**Assignment:** Show, from the entries below, every line in which "roads" appears.

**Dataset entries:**
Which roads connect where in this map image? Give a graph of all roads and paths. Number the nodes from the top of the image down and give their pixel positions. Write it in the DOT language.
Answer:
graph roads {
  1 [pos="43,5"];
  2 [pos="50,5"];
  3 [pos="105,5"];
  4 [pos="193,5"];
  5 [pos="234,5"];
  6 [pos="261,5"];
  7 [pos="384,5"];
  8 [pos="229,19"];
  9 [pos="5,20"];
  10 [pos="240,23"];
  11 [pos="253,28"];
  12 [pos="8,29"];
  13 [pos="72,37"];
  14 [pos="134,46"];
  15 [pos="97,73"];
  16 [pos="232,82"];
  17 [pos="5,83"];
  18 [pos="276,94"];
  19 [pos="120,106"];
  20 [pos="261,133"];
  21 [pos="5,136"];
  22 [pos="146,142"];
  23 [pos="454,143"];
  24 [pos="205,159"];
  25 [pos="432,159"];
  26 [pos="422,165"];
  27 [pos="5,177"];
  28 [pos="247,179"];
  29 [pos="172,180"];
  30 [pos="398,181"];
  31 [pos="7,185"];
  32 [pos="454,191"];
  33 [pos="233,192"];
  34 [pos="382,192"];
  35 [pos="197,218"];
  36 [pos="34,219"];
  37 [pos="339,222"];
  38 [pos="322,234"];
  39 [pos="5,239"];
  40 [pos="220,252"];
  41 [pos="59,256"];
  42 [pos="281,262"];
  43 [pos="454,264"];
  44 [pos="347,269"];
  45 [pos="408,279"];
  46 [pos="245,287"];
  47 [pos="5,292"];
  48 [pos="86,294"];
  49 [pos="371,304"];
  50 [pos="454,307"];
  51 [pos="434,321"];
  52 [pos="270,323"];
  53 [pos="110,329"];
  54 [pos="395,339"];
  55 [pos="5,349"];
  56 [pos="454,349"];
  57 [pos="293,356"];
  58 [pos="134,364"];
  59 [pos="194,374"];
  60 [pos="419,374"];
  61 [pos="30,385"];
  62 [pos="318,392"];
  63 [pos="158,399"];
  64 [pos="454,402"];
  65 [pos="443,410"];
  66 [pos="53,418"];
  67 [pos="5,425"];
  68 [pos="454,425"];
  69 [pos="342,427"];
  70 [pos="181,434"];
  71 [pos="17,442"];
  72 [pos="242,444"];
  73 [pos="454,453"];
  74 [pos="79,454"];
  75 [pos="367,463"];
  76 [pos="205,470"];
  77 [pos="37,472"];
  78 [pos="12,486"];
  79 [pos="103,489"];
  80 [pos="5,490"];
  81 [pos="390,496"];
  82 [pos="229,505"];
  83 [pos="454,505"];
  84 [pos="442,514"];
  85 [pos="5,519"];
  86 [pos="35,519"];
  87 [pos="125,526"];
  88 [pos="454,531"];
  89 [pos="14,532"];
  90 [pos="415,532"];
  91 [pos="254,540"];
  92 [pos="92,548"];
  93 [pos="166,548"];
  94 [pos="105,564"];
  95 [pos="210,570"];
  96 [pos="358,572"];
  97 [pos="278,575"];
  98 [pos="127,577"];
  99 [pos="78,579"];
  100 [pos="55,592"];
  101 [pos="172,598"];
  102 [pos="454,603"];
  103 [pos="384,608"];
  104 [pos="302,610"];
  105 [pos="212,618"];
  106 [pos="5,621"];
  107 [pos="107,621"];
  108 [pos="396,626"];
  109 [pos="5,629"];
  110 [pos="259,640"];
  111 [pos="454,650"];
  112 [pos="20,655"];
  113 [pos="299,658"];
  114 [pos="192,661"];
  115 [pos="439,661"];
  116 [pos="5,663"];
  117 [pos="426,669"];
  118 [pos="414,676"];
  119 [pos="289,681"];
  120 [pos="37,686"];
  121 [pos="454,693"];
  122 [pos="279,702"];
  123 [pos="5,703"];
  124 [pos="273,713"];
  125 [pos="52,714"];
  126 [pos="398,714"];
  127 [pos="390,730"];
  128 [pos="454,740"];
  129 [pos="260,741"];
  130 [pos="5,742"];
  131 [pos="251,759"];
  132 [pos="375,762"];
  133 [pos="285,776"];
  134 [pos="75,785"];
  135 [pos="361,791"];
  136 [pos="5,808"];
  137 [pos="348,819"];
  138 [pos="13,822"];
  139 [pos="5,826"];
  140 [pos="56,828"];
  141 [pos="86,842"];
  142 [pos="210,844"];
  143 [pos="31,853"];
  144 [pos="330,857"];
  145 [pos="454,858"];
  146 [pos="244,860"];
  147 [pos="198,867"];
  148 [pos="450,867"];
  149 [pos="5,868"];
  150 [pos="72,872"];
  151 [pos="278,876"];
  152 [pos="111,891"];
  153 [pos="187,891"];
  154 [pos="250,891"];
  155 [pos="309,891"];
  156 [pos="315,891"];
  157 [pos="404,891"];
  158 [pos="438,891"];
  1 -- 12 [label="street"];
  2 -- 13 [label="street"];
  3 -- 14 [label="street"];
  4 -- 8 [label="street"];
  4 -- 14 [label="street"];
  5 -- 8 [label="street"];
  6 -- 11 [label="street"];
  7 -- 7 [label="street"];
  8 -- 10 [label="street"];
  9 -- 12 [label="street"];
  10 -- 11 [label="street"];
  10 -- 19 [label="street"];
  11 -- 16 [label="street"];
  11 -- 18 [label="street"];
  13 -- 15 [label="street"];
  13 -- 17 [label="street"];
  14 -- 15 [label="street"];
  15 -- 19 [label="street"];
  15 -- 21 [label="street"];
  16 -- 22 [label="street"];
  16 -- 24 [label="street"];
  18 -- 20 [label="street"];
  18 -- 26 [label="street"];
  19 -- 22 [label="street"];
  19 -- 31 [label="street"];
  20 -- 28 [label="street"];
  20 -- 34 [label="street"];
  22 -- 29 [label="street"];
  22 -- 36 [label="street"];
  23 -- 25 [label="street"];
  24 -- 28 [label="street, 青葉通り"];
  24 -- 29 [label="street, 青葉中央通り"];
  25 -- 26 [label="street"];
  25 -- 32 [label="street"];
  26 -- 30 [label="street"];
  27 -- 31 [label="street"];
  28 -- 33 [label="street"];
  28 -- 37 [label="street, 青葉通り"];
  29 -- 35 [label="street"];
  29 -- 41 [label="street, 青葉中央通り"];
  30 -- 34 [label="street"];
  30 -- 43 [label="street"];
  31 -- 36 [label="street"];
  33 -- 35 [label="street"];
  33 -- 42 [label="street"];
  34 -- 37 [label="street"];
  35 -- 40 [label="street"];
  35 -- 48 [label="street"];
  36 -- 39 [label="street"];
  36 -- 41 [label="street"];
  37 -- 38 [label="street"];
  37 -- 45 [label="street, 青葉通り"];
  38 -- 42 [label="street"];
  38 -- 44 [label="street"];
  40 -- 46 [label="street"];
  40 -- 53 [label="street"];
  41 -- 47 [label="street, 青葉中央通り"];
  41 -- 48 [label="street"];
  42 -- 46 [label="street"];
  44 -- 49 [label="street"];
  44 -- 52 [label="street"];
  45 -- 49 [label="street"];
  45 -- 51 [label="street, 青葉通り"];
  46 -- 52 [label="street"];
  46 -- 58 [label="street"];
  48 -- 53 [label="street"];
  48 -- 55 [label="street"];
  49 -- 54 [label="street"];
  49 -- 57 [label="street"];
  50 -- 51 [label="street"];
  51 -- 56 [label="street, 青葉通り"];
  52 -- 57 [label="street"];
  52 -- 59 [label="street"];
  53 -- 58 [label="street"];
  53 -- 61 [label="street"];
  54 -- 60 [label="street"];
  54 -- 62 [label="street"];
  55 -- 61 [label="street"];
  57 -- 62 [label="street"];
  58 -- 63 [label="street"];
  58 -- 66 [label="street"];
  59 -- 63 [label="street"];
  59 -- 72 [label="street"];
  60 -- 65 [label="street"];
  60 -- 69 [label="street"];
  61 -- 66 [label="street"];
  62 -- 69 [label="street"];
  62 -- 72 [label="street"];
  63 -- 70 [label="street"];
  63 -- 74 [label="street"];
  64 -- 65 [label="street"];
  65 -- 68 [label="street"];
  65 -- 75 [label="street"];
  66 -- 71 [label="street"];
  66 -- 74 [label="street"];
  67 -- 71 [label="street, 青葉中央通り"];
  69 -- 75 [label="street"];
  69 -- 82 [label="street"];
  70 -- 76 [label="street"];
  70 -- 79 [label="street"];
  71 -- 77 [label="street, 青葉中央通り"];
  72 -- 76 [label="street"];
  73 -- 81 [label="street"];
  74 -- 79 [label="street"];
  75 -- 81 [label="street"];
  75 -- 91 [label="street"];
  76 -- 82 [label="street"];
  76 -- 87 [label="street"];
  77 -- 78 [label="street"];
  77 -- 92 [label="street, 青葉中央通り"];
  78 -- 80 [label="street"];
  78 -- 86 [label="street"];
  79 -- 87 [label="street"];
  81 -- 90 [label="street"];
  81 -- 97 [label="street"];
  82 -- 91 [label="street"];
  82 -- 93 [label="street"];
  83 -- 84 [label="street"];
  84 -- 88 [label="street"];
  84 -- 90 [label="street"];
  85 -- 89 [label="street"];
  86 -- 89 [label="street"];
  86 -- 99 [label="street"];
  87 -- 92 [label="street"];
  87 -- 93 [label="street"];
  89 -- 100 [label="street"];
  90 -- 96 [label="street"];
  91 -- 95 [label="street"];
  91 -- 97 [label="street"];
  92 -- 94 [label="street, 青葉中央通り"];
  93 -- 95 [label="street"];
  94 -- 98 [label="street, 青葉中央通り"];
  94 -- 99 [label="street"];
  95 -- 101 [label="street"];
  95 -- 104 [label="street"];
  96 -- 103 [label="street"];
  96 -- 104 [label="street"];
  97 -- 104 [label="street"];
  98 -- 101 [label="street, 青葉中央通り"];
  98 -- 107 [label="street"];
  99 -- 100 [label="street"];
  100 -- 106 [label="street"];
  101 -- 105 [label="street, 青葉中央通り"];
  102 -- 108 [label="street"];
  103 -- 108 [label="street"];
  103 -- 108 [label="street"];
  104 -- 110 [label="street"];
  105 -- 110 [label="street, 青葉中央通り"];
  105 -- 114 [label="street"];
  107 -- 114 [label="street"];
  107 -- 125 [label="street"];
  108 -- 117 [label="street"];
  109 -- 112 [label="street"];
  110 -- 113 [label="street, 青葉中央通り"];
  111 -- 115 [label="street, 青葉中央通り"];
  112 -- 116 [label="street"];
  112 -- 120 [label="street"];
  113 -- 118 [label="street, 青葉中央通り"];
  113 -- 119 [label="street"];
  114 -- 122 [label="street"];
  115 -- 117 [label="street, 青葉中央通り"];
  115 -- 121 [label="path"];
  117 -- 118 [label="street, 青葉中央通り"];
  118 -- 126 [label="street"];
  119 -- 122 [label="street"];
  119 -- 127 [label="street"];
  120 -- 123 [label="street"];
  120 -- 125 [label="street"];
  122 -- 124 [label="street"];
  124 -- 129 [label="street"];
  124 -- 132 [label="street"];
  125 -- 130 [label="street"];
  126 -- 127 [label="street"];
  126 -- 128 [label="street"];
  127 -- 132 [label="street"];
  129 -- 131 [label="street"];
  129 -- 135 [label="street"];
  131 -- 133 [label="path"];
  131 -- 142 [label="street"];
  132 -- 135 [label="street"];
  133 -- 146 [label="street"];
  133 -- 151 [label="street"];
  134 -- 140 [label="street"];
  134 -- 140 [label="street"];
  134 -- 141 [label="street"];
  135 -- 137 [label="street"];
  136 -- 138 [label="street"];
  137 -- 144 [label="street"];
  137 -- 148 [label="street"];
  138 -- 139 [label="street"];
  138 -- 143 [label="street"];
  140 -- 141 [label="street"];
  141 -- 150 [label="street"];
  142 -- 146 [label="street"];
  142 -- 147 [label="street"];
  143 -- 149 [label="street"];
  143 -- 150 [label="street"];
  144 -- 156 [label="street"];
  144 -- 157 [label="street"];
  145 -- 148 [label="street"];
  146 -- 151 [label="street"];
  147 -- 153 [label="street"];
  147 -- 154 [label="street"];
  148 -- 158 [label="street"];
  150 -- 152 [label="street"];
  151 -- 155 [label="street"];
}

**Output for this task:**
Which roads connect where in this map image? Give a graph of all roads and paths. Number the nodes from the top of the image down and give their pixel positions. Write it in the DOT language.
graph roads {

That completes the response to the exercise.